EXERCISE: Each record is to be transcribed exactly.

· · · · ·

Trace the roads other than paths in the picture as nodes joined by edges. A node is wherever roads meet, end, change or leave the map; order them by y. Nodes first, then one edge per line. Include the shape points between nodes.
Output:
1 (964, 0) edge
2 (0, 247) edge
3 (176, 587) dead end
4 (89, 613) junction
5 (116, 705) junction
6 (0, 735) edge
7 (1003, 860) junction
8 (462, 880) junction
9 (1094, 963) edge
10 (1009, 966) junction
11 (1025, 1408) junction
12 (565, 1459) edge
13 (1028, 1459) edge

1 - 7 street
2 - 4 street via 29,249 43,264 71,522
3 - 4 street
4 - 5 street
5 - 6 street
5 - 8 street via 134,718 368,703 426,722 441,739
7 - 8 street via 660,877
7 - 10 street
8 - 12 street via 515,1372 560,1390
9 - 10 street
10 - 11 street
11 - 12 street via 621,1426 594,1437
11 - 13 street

· · · · ·

SOLUTION BELOW:
Trace the roads other than paths in the picture as nodes joined by edges. A node is wherever roads meet, end, change or leave the map; order them by y. Nodes first, then one edge per line. Include the shape points between nodes.
Output:
1 (964, 0) edge
2 (0, 247) edge
3 (176, 587) dead end
4 (89, 613) junction
5 (116, 705) junction
6 (0, 735) edge
7 (1003, 860) junction
8 (462, 880) junction
9 (1094, 963) edge
10 (1009, 966) junction
11 (1025, 1408) junction
12 (565, 1459) edge
13 (1028, 1459) edge

1 - 7 street
2 - 4 street via 29,249 43,264 71,522
3 - 4 street
4 - 5 street
5 - 6 street
5 - 8 street via 134,718 368,703 426,722 441,739
7 - 8 street via 660,877
7 - 10 street
8 - 12 street via 515,1372 560,1390
9 - 10 street
10 - 11 street
11 - 12 street via 621,1426 594,1437
11 - 13 street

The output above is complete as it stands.